Sample Queries

The Corelight data provides an ideal data set for learning how to query LogScale event data, and also extract information from Corelight event data for the purpose of identifying network and threat hunting data.

The following sections provide some guidance on how to search and extract information from the sample data set.

Note

Because the Corelight sample data is the same for all users, the example output shown for a given query will match when executed, provided that the same time range is selected. All the examples shown were executed over the entire data set.

Identifying Event Data

To start processing and identifying the individual events and what information can be extracted from the sample data, it is useful to understand the basic structure of the event data. One way to achieve this is to filter and summarise the information by the event types, protocols and session information.

Top Event Types

First, you can start by identifying the different types by getting the top events. This basic search can be a good way to identify the outliers in the overall event stream, for example, odd protocols, or protocols used less or more than you might expect.

The #path tag identifies the top level type:

logscale

top(#path, limit=100)

We increase the limit on the output so that we get the full set of different event types.

#path	_count
conn	626182
dns	309720
files	99111
http	65871
ssl	61076
ntp	25809
dhcp	25648
notice	20378
smartpcap-stats	19708
x509	15073
intel	11615
corelight_overall_capture_loss	9855
suricata_corelight	9245
weird	4971
dce_rpc	2012
specific_dns_tunnels	1712
smartpcap	1007
etc_viz	811
rdp	679
ssh	410
smb_mapping	379
kerberos	367
smtp	286
smtp_links	268
ntlm	208
smb_files	184
reporter	177
software	163
dpd	113
pe	103
snmp	95
ftp	39
meterpreter	10
meterpreter_headers	10
radius	9
stepping	7
dga	6
generic_icmp_tunnels	2
tunnel	2
log4j	1

The output highlights some specific protocols in the output that may warrant some further investigation.

Top Protocols

The sample data uses the service field to track specific protocols used in the events.
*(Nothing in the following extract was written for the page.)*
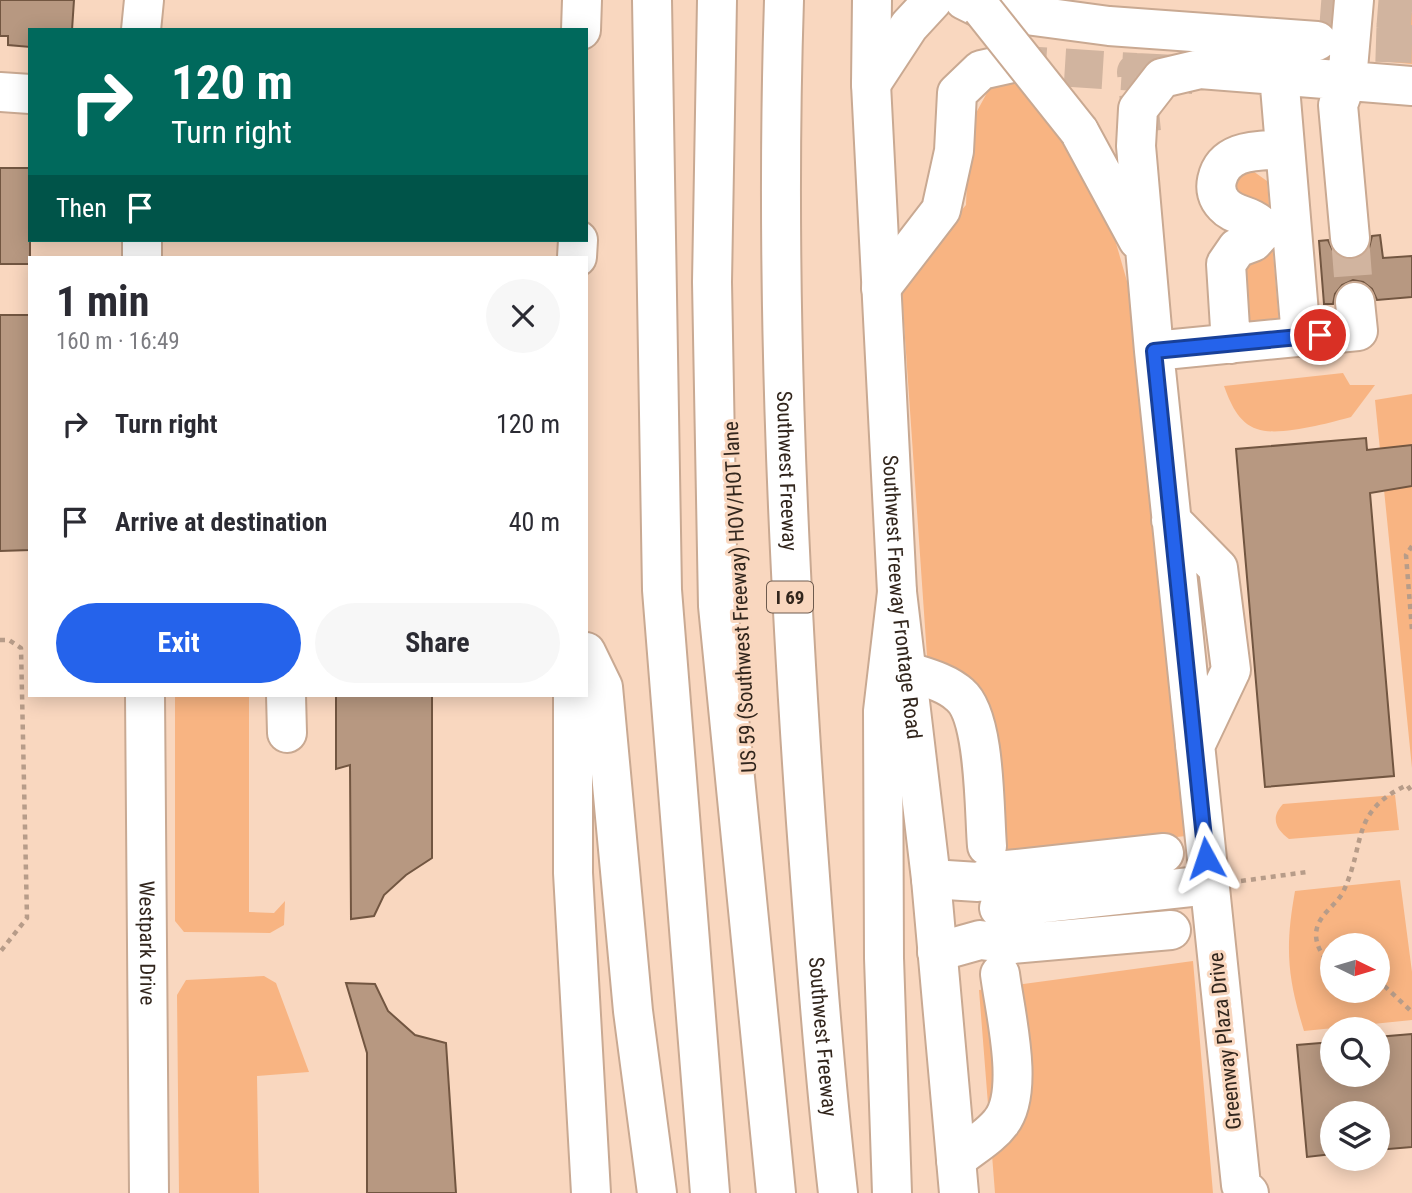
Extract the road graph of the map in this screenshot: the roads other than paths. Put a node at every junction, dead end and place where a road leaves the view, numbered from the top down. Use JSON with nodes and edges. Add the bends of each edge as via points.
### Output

Some attacks will use or overload a given protocol specification in order to initiate an attack, or they use invalid protocols to trigger a memory failure.

Let's see what output we get from this query:

logscale

top(service, limit=100)

The output generates a list of protocols:

service	_count
dns	184074
ssl	60934
http	48452
dhcp	1033
tls	535
ssh	354
smb	294
krb_tcp	278
ntp	172
dce_rpc	156
IPC	132
krbtgt/ACMECORP.COM	97
failed	90
smtp	63
gssapi,smb,ntlm	53
gssapi,ntlm,smb	44
gssapi,smb,krb	40
ssl,smtp	36
ssl,xmpp	34
gssapi,smb	33
smtp,ssl	31
ftp	25
LDAP/DC1.ACMECORP.com/ACMECORP.com	25
cifs/dc1.acmecorp.com	22
smb,gssapi,ntlm	21
ldap/DC1.ACMECORP.com	20
`<finance$@ACMECORP.COM>`	20
xmpp,ssl	20
gssapi	19
dce_rpc,ntlm	17
smb,ntlm,gssapi	15
krbtgt/ACMECORP	14
smb,krb,gssapi	14
smb,gssapi	13
rdp	11
cifs/DC1.ACMECORP.com	11
ldap/DC1.ACMECORP.com/ACMECORP.com	10
ntlm,gssapi,smb	10
FINANCE$	10
krbtgt/ACMECORP.com	10
host/finance.acmecorp.com	10
ldap/dc1.acmecorp.com	10
radius	9
A:	8
krb,smb,gssapi	8
ntlm,smb,gssapi	7
gssapi,krb,smb	7
ntlm,dce_rpc	7
rdpeudp	6
krbtgt/windomain.local	6
krbtgt/PODTRONICS.ORG	6
gssapi,smb,dce_rpc,krb	6
gssapi,ntlm,dce_rpc,smb	5
dce_rpc,ntlm,gssapi,smb	4
smb,gssapi,krb	4
TERMSRV/bas-ad-01.lab.local	4
ftp-data	3
http,smtp,ssl	3
gssapi,dce_rpc,ntlm,smb	3
ldap/podtronics-dc.podtronics.org	3
ssl,smtp,http	3
krb,gssapi,smb	3
dce_rpc,gssapi,ntlm,smb	3
ntlm,smb,gssapi,dce_rpc	2
dce_rpc,krb,gssapi,smb	2
smb,ntlm,gssapi,dce_rpc	2
smb,gssapi,ntlm,dce_rpc	2
gssapi,smb,dce_rpc,ntlm	2
ntlm,gssapi,smb,dce_rpc	2
krb,smb,gssapi,dce_rpc	2
gssapi,smb,ntlm,dce_rpc	2
smb,dce_rpc,ntlm,gssapi	2
spicy_ipsec_ike_udp	1
dce_rpc,ntlm,smb,gssapi	1
smb,gssapi,dce_rpc,ntlm	1
dce_rpc,smb,krb,gssapi	1
dce_rpc,smb,gssapi,ntlm	1
smb,dce_rpc,krb,gssapi	1
gssapi,dce_rpc,smb,ntlm	1
gssapi,dce_rpc,krb,smb	1

The protocols in the output contain perfectly valid protocols, including http and smb. But there are also some protocols that do not look valid. For example, there is no protocol A:, or TERMSRV/bas-ad-01.lab.local.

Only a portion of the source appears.